Он размышлял над этим и приходил к одному отвратительно простому выводу, поганому тем, что подтверждал плачевное состояние его психики: нервный срыв мог быть следствием несуразной погони, сумасбродным беспокойством о Маше и неспособностью, невозможностью повлиять на абсурдность происходящего.

От выкуренного голова трещала, в легких саднило, в горле пекло, словно оно покрылось медленно стекающей в легкие смолой, глаза выжигало. Иван чихнул, и вдруг перед ним предстал печальный пейзаж с окровавленной майкой у покинутого Машиной компанией автобуса. Придется признать, что хозяину майки не случится сожалеть о загубленной шмотине. Сожрали бедолагу. Вот оно, безумие, подумал Иван.

Его блуждающий в дымной мгле взгляд остановился и сфокусировался на штанине джинсов. Блямбы грязи покрывали штаны будто камуфляжными разводами.

В окошко билась плеть молодой поросли, словно на ночевку просилась. Самим места мало, подумал Иван жлобски и опять уставился на штаны, разглядывая пятна и находя их похожими на контуры каких-то постапокалиптических тварей. И свободной от разглядывания вернисажа на собственных штанах частью сознания пытался ответить на вопрос: а может ли быть в лесу вообще ветер силы достаточной для того, чтобы ветки вот так хлестали по стеклу? Да и не было, вроде, под оконцем ни куста, ни деревца.

Иван выглянул в окошко, приставив к стеклу руки на манер рупора и пропихнув между ними лицо. Прутик бился в окошко размеренно, и Ивану пришло на ум, что удары похожи на усталый стук кредитора, в очередной раз не заставшего должника дома. Обычно – уж Иван-то знал – после таких ударов ростовщик стремительно удаляется, решив, что с него довольно и придется прибегать к мерам негуманным, но действенным. Так что следует ожидать прибытия коллекторов. Иван задрожал.
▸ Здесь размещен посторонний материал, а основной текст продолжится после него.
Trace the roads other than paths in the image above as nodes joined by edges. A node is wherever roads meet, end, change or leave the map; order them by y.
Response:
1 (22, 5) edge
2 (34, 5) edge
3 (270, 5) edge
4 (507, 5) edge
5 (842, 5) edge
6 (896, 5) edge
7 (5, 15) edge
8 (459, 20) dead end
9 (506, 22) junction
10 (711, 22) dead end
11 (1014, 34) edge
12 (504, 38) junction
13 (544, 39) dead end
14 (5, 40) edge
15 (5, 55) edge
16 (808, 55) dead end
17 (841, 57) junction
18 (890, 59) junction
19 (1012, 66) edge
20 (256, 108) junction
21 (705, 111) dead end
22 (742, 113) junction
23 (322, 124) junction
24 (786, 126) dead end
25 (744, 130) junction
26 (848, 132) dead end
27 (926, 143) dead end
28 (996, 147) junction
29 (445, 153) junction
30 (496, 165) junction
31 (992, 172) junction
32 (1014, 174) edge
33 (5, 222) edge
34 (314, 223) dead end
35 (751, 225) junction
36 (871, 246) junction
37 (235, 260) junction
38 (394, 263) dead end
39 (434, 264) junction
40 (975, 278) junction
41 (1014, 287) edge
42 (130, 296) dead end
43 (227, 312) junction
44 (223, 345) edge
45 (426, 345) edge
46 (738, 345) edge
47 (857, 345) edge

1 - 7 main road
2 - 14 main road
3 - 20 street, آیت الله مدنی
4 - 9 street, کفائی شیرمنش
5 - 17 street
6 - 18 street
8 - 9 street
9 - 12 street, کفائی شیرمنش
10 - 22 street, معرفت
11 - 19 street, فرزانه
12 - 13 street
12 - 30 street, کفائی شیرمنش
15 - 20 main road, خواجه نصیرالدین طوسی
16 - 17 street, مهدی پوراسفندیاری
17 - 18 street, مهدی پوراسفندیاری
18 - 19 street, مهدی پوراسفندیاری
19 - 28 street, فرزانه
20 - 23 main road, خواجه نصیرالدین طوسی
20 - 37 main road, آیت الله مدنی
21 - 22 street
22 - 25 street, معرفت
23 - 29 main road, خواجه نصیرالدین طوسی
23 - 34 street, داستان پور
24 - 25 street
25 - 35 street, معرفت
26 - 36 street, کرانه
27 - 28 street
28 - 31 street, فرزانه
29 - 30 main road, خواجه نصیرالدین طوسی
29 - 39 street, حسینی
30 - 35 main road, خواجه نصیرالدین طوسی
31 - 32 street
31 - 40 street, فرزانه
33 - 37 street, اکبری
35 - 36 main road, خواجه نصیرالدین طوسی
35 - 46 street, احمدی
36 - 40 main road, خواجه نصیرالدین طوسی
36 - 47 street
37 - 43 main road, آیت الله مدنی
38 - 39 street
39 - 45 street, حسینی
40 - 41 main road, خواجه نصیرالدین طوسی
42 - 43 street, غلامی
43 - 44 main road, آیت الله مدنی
Он бросился к двери, и после ее хаотичного осмотра скис – дверка была хлипкой, сколоченной из полудюймовых досок и не оборудована ни засовом, ни крючком, ни даже обыкновенной сортирной деревянной заверткой на гвозде. Если даже ее ломом подпереть, которого здесь явно не окажется, она все равно от одного достаточно сильного удара ввалится внутрь набором рассыпавшихся трухлявых досок и брызгами гнилых гвоздей. Он подпер ее спиной, и тотчас отпрянул.

Он боязливо прислонил к ней ухо, вслушиваясь в довольно громкие звуки снаружи и стараясь не обращать испуганного внимания на храп старика, уже сам по себе кажущийся угрожающим.

Кто бы там, снаружи, ни стучал прутиком в окошко, человеком он не был. Логика, в который раз вывернувшись наизнанку, обескуражено сообщала, что в этот час в этом лесу может радоваться жизни лишь нежить. Иван нащупал цепочку на шее и, пробежавшись по ней пальцами вниз, ухватился за массивный крестик.

То и дело озираясь, подошел к вешалке – так, более-менее прямая ветка с прибитыми к ней палками враскоряку – и снял с неё свою сумку. Он сомневался, что старикан не спер ствол, однако все же запустил руку внутрь, и с облегчением выдохнул, нащупав успокоительную прохладу металла. Вынул и вновь пожалел, что это всего лишь газовая пукалка. Он сомневался, что газ подействует на пришельца, однако живо представил, что произойдет с ним самим, если он начнет палить внутри этого гостеприимного клоповника. Он склонился над стариком и ткнул в его плечо стволом. Петропанкрат издал возмущенный всхрап, и вновь стал кромсать тишину. Иван начал тихо, потом громче вскрикривать, пытаясь воплями заполнить паузы между храпениями старика, и добился-таки почти равномерного, кошмарного звукового фона. Может, на фестивале композиторов-авангардистов его экспромт произвел бы фурор.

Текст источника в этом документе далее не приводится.